Royal Bank of Scotland’s boss has admitted its £421 million bonus payments were “outrageous”, after a seventh straight year of losses.

RBS chief Ross McEwan. Picture: PA

RBS chief Ross McEwan. Picture: PA

Ross McEwan said the bonus pool was down significantly on previous years but conceded that the public was right to be angry about the figure.

The bank racked up a further £3.5 billion in annual losses yesterday, taking the running total to nearly £50bn since it was bailed out in 2008.

However, Mr McEwan said the company, still 80 per cent owned by the taxpayer, had made significant progress in becoming “stronger and simpler”.

He confirmed he would not take a £1m “role-based” ­incentive, which is paid on top of salaries by some banks, and said the company’s overall bonus pool had been cut by 21 per cent.

However, he said people were “quite right” to regard the sum of money the bank was handing out as “outrageous”.

“Yes, and to be quite honest, they are right,” he said. “It’s not something I am going to change or can change today. What I can do is focus on this business and you are starting to see the progress we have made after one year.

“The underlying profits of this business are up. The capital is up, the costs are down. We are focusing on rebuilding the trust of customers.

“Our bonus pool is significantly down over the last five years; it is down on last year.

“But what is really important is that these same people are the ones that you and I want to actually reform this bank and get it back to being a great bank that can get the money back for the UK.”

Mr McEwan went on: “I understand the issue, but I need to be in a position to pay fair pay for people to do these jobs. There are some fairly technical jobs that we need to get right.”

RBS has confirmed that Sir Howard Davies, a former head of the now defunct Financial Services Authority, would be its chairman from September.
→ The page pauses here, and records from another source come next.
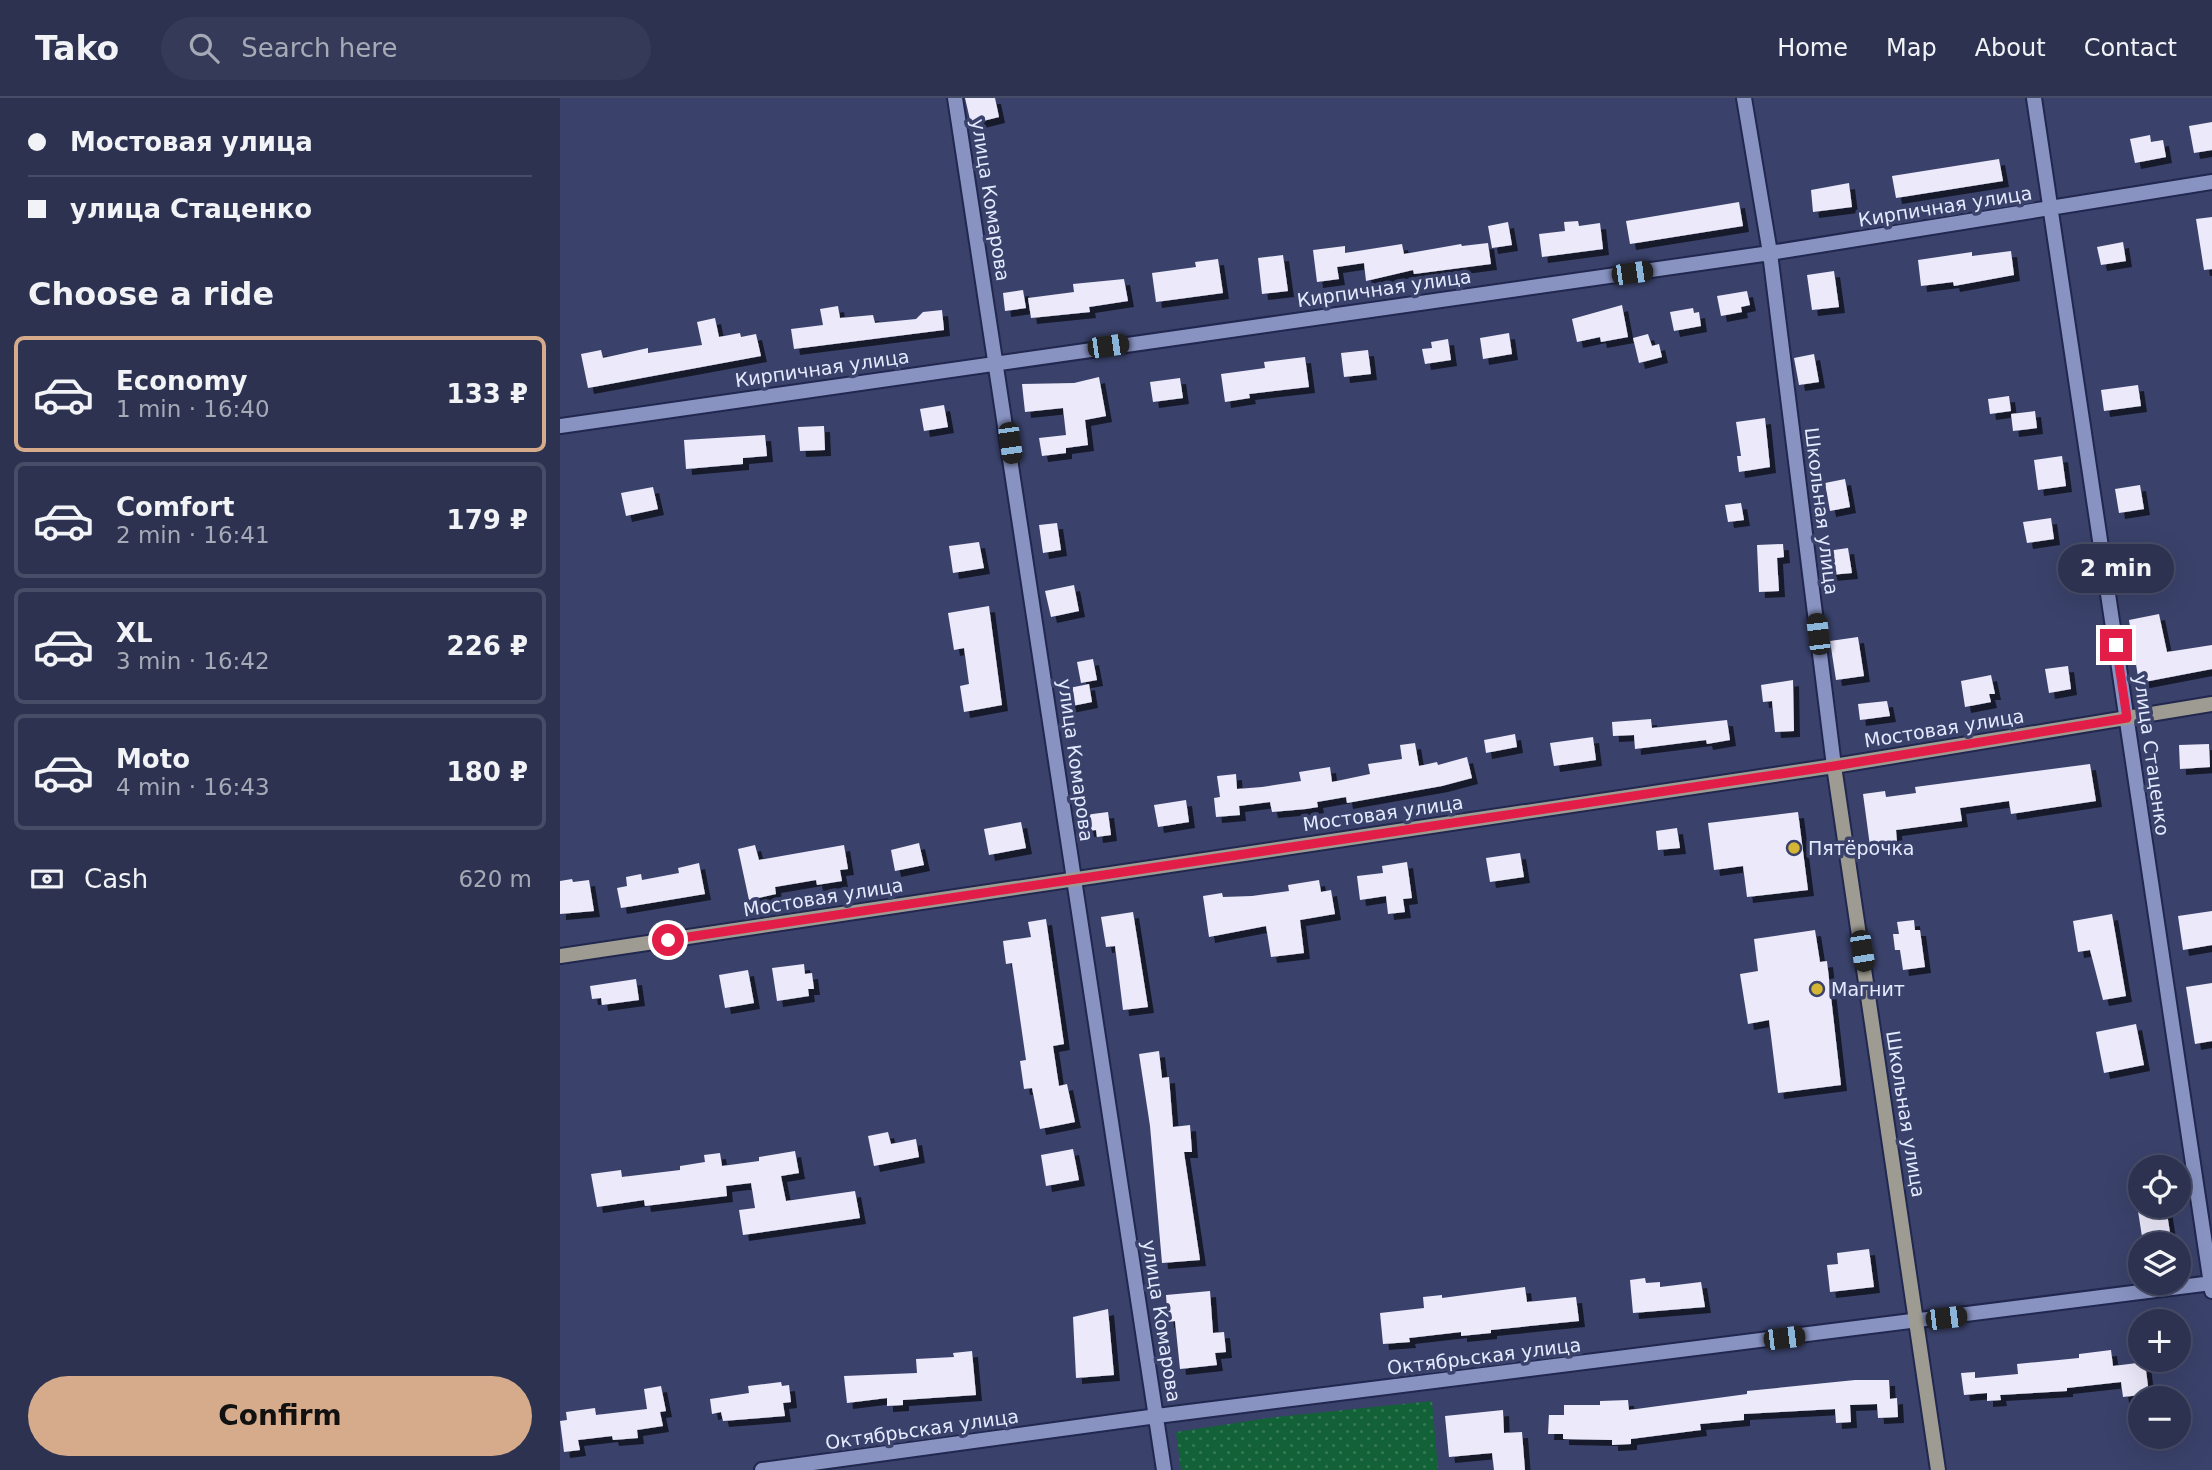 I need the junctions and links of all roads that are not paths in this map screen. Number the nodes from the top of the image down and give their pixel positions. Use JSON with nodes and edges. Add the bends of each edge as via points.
{"nodes":[{"id":1,"x":955,"y":98,"type":"edge"},
{"id":2,"x":1744,"y":98,"type":"edge"},
{"id":3,"x":2034,"y":98,"type":"edge"},
{"id":4,"x":2212,"y":182,"type":"edge"},
{"id":5,"x":2049,"y":209,"type":"junction"},
{"id":6,"x":1770,"y":253,"type":"junction"},
{"id":7,"x":998,"y":361,"type":"junction"},
{"id":8,"x":560,"y":426,"type":"edge"},
{"id":9,"x":2212,"y":704,"type":"edge"},
{"id":10,"x":2127,"y":718,"type":"junction"},
{"id":11,"x":1834,"y":766,"type":"junction"},
{"id":12,"x":1073,"y":879,"type":"junction"},
{"id":13,"x":560,"y":956,"type":"edge"},
{"id":14,"x":2212,"y":1286,"type":"edge"},
{"id":15,"x":1919,"y":1321,"type":"junction"},
{"id":16,"x":1157,"y":1416,"type":"junction"},
{"id":17,"x":762,"y":1470,"type":"edge"},
{"id":18,"x":1164,"y":1470,"type":"edge"},
{"id":19,"x":1938,"y":1470,"type":"edge"}],
"edges":[{"from":1,"to":7,"type":"street","name":"улица Комарова"},
{"from":2,"to":6,"type":"street","name":"Школьная улица"},
{"from":3,"to":5,"type":"street","name":"улица Стаценко"},
{"from":4,"to":5,"type":"street","name":"Кирпичная улица"},
{"from":5,"to":6,"type":"street","name":"Кирпичная улица"},
{"from":5,"to":10,"type":"street","name":"улица Стаценко"},
{"from":6,"to":7,"type":"street","name":"Кирпичная улица"},
{"from":6,"to":11,"type":"street","name":"Школьная улица"},
{"from":7,"to":8,"type":"street","name":"Кирпичная улица"},
{"from":7,"to":12,"type":"street","name":"улица Комарова"},
{"from":9,"to":10,"type":"street","name":"Мостовая улица"},
{"from":10,"to":11,"type":"street","name":"Мостовая улица"},
{"from":10,"to":14,"type":"street","name":"улица Стаценко"},
{"from":11,"to":12,"type":"street","name":"Мостовая улица"},
{"from":11,"to":15,"type":"street","name":"Школьная улица"},
{"from":12,"to":13,"type":"street","name":"Мостовая улица"},
{"from":12,"to":16,"type":"street","name":"улица Комарова"},
{"from":14,"to":15,"type":"street","name":"Октябрьская улица"},
{"from":15,"to":16,"type":"street","name":"Октябрьская улица"},
{"from":15,"to":19,"type":"street","name":"Школьная улица"},
{"from":16,"to":17,"type":"street","name":"Октябрьская улица"},
{"from":16,"to":18,"type":"street","name":"улица Комарова"}]}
He replaces Sir Philip Hampton, who is set to join GlaxoSmithKline.

In a letter to Sir Howard, Chancellor George Osborne called on the new chairman to ensure the bank’s business was “conducted to the very highest ethical standards”.

He wrote: “Given the extraordinary support it has enjoyed in the past from taxpayers, I know you recognise that RBS must remain a back-marker on pay and continue to show responsibility and restraint.”
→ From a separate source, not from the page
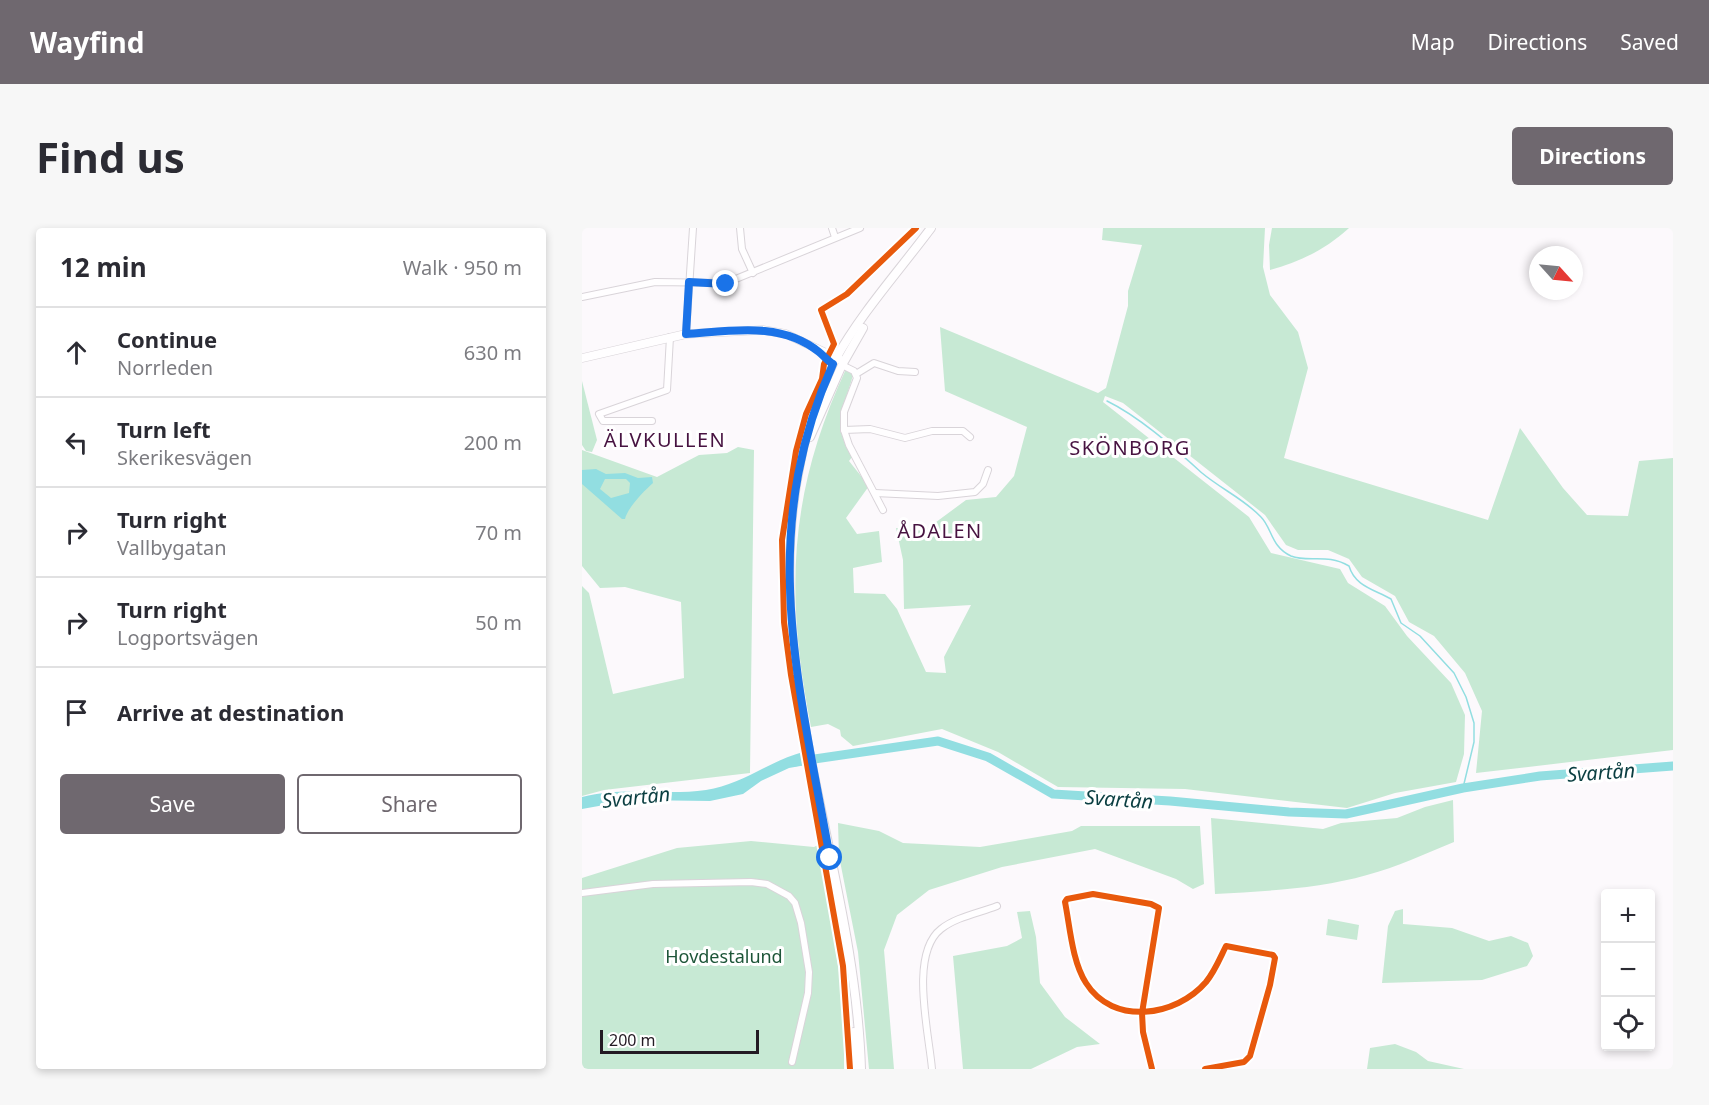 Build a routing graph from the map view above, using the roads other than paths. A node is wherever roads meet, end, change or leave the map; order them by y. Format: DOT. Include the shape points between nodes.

Since its rescue from the brink of collapse in 2008, RBS has ­focused on offloading many of its foreign and investment banking assets to become a more UK-focused bank centred on retail and commercial ­banking.

RBS said the latest loss was attributable to a £4bn write-down on the value of its US arm ­Citizens, having recently cut its stake in the business.

Operating profits were £3.5bn – the highest since 2010 – as RBS said it had made significant progress towards building a bank that was “stronger, simpler and better for both customers and shareholders”.

Other one-off items included £2.2bn of conduct and ­litigation charges, including £320m in the fourth quarter, relating to the rigging of foreign exchange markets, and a further £400m to cover compensation for the mis-selling of payment protection insurance.

Mr McEwan said he could not give a guarantee that there would not be a repeat of scandals such as the fixing of the Libor rate.

“Now, look, I can’t,” he said. “What I can do is give you the guarantee we are building a really good customer bank and we are centring that bank on the areas that are strong in the UK and in western Europe so we can get it right.”

The bank boss said it was “certainly not going to be months” before the bank was ready to return to the private sector, but it would be “much shorter” than ten years.

RBS will continue to unwind the legacy of disgraced former boss Fred Goodwin by reducing the operations of its investment banking division to 13 countries from the 38 seen at the end of last year.

Risk-weighted assets in the corporate and institutional banking division will be reduced by 60 per cent to less than £40bn by 2019.

The move is expected to result in “substantial” redundancies but will help free up the group’s capital position as it prepares for discussions with regulators next year about a resumption of dividend payments.

Sir Philip said that in 2009, the group had assumed a core capital ratio of more than 8 per cent by 2013 would be sufficient to “constitute undoubted financial strength” in the minds of markets and regulators. Today, it has increased its capital target to 13 per cent.

He added: “We must also acknowledge that we did not anticipate the more than £9bn of regulatory fines and customer redress we have borne so far as we paid, and will continue to pay, the price for our past conduct failings.

“These conduct issues have delayed the rebuild of our capital and directly reduced shareholder value.

“They have also caused continuing reputational damage. I hope as we move beyond these issues we can fully rebuild the trust of our customers and, by doing so, win more of their ­business.”

Independent City analyst Louise Cooper said: “Fred Goodwin’s vision of RBS as a banking colossus has been firmly consigned to history”.

Shares were 5 per cent lower yesterday as the company’s fourth-quarter performance was below market expectations.